Avez-vous déjà entendu le San Quentin Jazz Band? Y ont pourtant officié Art Pepper ou encore Franck Morgan pour ne citer que les plus célèbres. Mais, à moins d'être entré dans la prison de San Quentin, en 1962 notamment, vous n'avez aucune chance d'avoir entendu ce band. Il n'existe en effet aucun enregistrement puisque "les prisonniers n'avaient pas droit aux appareils d'enregistrement. Les gardiens avaient d'autres chats à fouetter. Les familles de détenus [...] avaient d'autres préoccupations que de garder pour la postérité la trace de ce jazz éphémère".

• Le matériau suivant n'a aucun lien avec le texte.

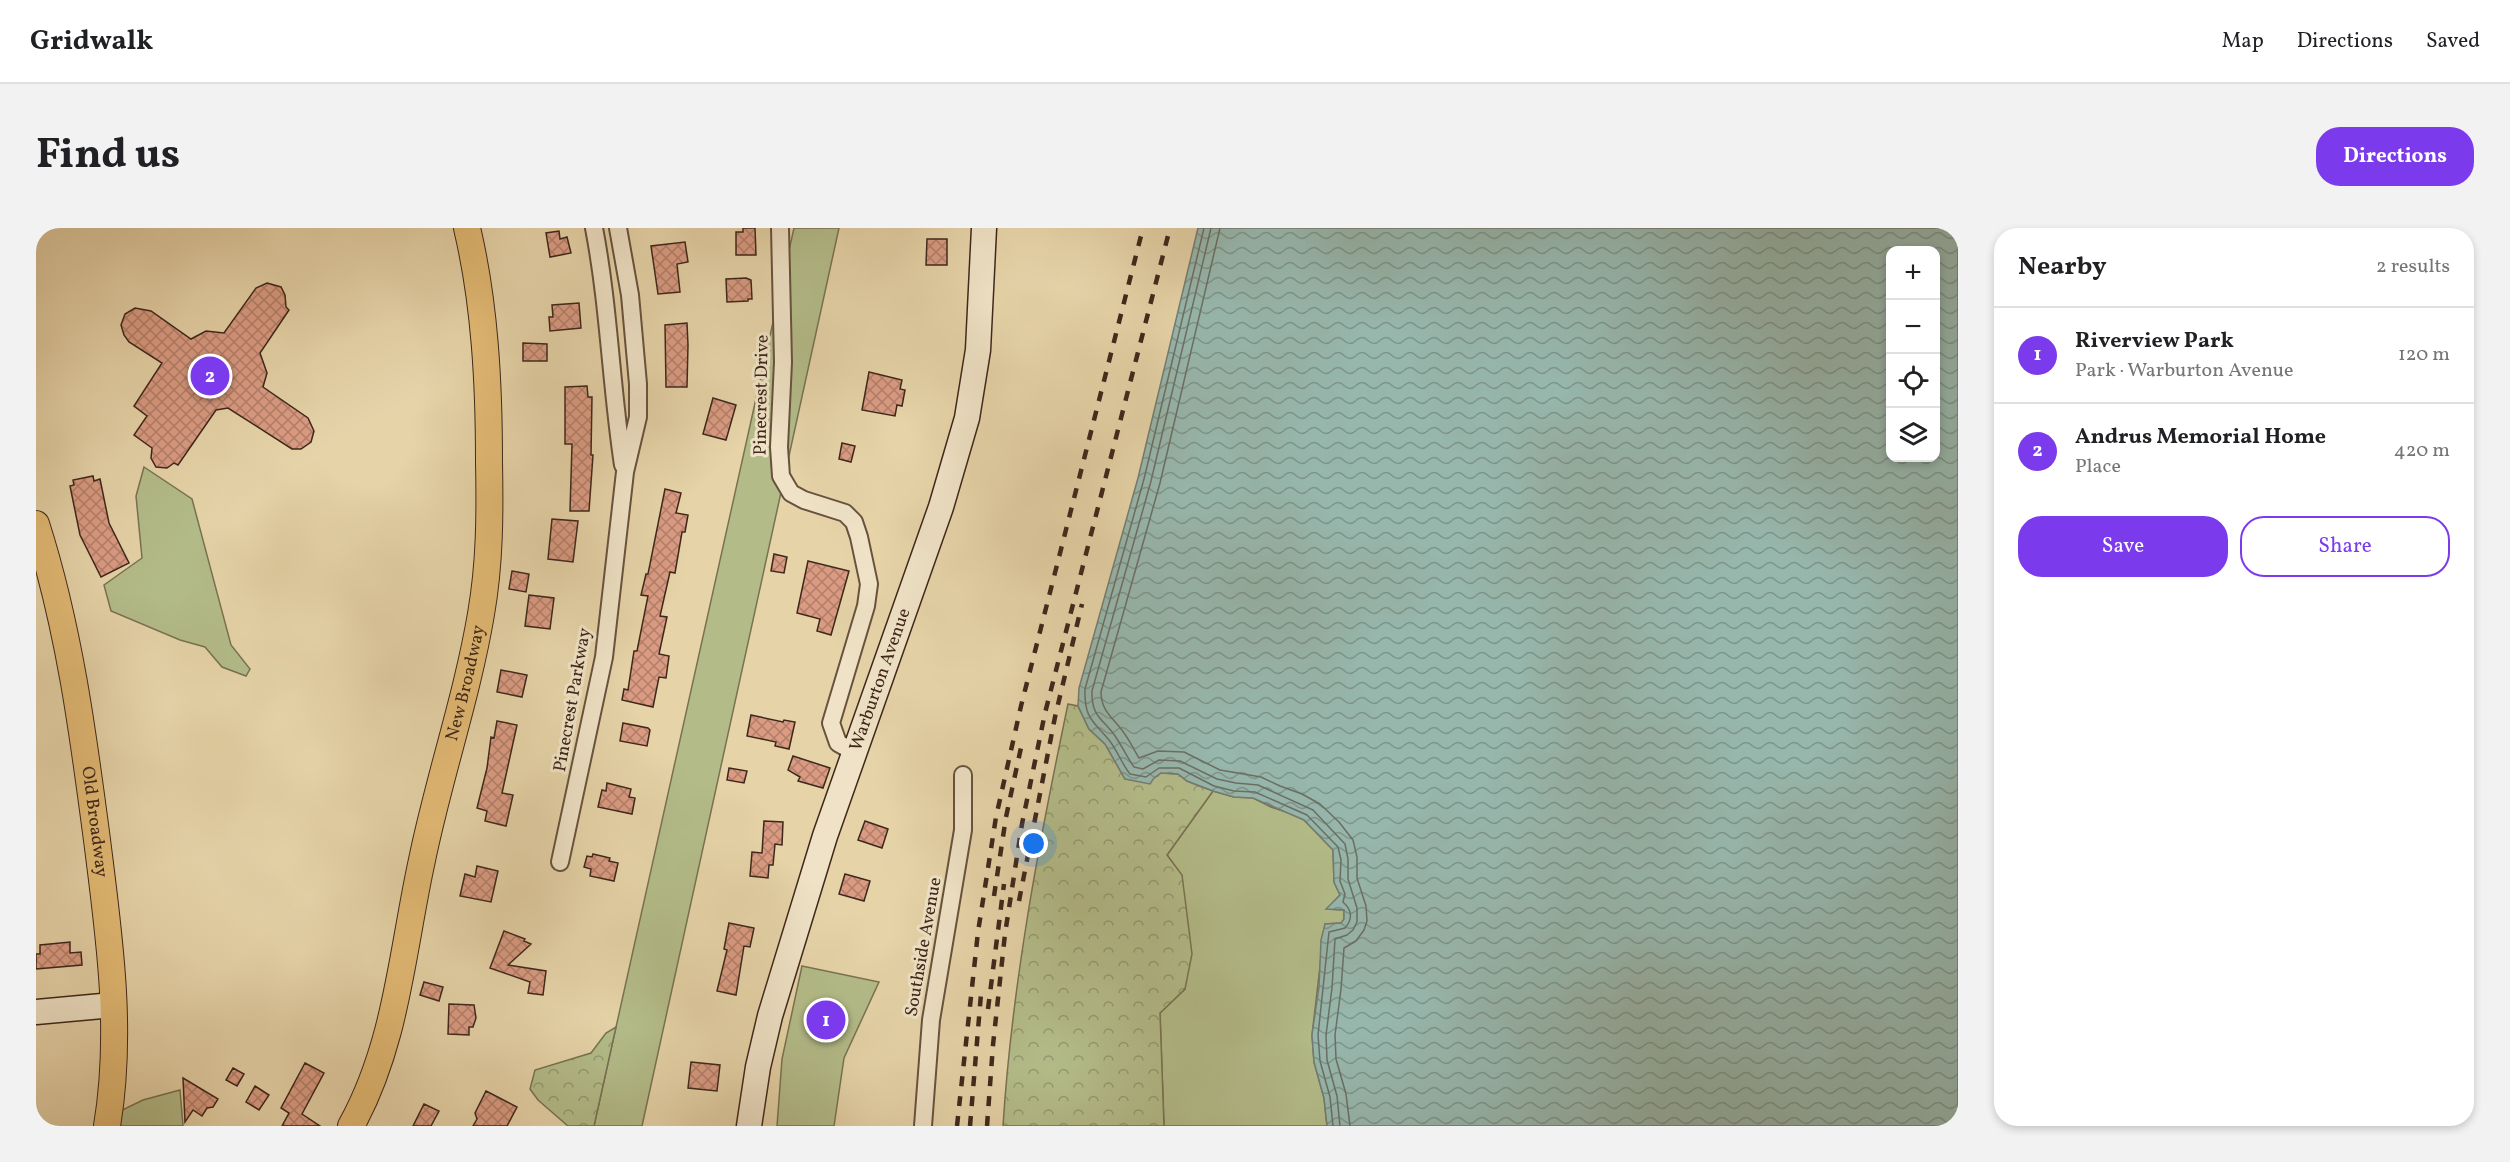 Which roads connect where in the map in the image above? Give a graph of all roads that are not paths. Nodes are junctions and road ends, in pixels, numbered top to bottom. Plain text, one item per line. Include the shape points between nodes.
1 (467, 228) edge
2 (594, 228) edge
3 (618, 228) edge
4 (780, 228) edge
5 (984, 228) edge
6 (625, 472) junction
7 (36, 524) edge
8 (854, 752) junction
9 (963, 775) dead end
10 (560, 862) dead end
11 (113, 1005) junction
12 (36, 1012) edge
13 (108, 1126) edge
14 (351, 1126) edge
15 (749, 1126) edge
16 (922, 1126) edge

1 - 14 main road, New Broadway via 480,301 488,386 490,500 485,589 470,670 424,852 391,1024 373,1080
2 - 6 street, Pinecrest Parkway
3 - 6 street, Pinecrest Parkway via 630,295 638,384 638,417
4 - 8 street, Pinecrest Drive via 781,476 791,493 845,513 854,522 869,584 831,723 838,743
5 - 8 street, Warburton Avenue via 978,350 967,418 941,507
6 - 10 street, Pinecrest Parkway via 604,657
7 - 11 main road, Old Broadway via 56,593 78,698 106,915
8 - 15 street, Warburton Avenue via 770,1016
9 - 16 street, Southside Avenue via 963,830 931,1020
11 - 12 street
11 - 13 main road, Old Broadway via 114,1076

C'est néanmoins l'histoire de cette formation que Pierre Briançon a entrepris dans San Quentin Jazz Band. On y suit, à travers le San Quentin News, bi-mensuel rédigé par les détenus, et les témoignages, oraux et écrits, des anciens détenus, le répertoire, les prises de chorus, les tensions raciales (on dirait aujourd'hui communautaristes) et jusqu'à l'ambiance puisque, selon Malcolm Braly, "tout le monde [il faut entendre tous les détenus] voulait être musicien".
Le livre de Pierre Briançon dépeint une vie musicale extrêmement riche, l'importance de la drogue dans le milieu jazzisitique d'alors, l'influence de Charlie Parker semble, à cet égard, déterminante (accéder à son univers musical suppose, pour de nombreux musiciens, de passer par la drogue). On y découvre encore que de nombreux musiciens n'ont eu de carrière, maintenant notable, que dans les murs de la prison, à l'instar du contrebassiste Franck Washington.
364 pages après, on se dit que le livre de Pierre Briançon est carrément approprié pour la table ronde de cette année qui aura pour thème, "À propos du jazz et de ses écrits" et ça tombe rudement bien puisque l'auteur viendra débattre.